Scan the material for the word "lane" and copy each line where it occurs.

+++

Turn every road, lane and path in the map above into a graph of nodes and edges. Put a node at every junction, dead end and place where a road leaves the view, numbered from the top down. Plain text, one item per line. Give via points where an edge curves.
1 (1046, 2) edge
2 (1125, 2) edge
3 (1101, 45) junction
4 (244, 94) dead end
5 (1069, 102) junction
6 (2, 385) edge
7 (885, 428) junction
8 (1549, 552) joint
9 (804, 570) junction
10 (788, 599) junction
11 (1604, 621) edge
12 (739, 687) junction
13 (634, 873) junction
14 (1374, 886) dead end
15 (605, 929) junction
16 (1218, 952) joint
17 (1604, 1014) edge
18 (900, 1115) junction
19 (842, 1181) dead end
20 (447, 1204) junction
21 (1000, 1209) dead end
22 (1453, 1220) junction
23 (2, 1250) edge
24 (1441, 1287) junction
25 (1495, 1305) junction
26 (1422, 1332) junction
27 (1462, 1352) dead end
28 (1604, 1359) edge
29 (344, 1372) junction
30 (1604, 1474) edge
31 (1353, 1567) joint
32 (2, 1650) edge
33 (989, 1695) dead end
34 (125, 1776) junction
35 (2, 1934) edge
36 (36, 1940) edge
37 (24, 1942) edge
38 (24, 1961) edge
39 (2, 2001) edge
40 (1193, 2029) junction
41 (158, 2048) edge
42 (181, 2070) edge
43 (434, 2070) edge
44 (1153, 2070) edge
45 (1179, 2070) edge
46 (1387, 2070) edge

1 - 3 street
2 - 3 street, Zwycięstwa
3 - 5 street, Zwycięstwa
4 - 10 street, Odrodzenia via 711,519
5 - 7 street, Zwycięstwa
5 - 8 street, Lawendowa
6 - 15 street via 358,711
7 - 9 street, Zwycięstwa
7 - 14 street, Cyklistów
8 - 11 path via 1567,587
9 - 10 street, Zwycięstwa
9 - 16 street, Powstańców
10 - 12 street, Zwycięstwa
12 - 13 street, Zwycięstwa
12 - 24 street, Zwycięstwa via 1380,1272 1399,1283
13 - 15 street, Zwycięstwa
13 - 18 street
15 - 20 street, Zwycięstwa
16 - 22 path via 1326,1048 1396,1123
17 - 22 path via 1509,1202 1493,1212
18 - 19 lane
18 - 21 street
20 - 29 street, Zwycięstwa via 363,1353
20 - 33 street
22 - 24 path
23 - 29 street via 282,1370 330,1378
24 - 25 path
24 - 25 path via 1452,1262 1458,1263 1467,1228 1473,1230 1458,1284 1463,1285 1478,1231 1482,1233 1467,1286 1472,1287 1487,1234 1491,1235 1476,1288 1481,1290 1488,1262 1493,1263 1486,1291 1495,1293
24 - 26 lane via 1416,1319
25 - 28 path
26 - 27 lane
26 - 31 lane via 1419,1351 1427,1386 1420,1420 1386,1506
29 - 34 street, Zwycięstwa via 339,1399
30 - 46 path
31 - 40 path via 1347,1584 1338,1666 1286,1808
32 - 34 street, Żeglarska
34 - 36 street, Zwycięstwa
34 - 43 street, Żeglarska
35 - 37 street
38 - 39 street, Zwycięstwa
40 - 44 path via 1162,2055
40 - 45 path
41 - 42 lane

+++

◆ **Solution for this problem**
Turn every road, lane and path in the map above into a graph of nodes and edges. Put a node at every junction, dead end and place where a road leaves the view, numbered from the top down. Plain text, one item per line. Give via points where an edge curves.
18 - 19 lane
24 - 26 lane via 1416,1319
26 - 27 lane
26 - 31 lane via 1419,1351 1427,1386 1420,1420 1386,1506
41 - 42 lane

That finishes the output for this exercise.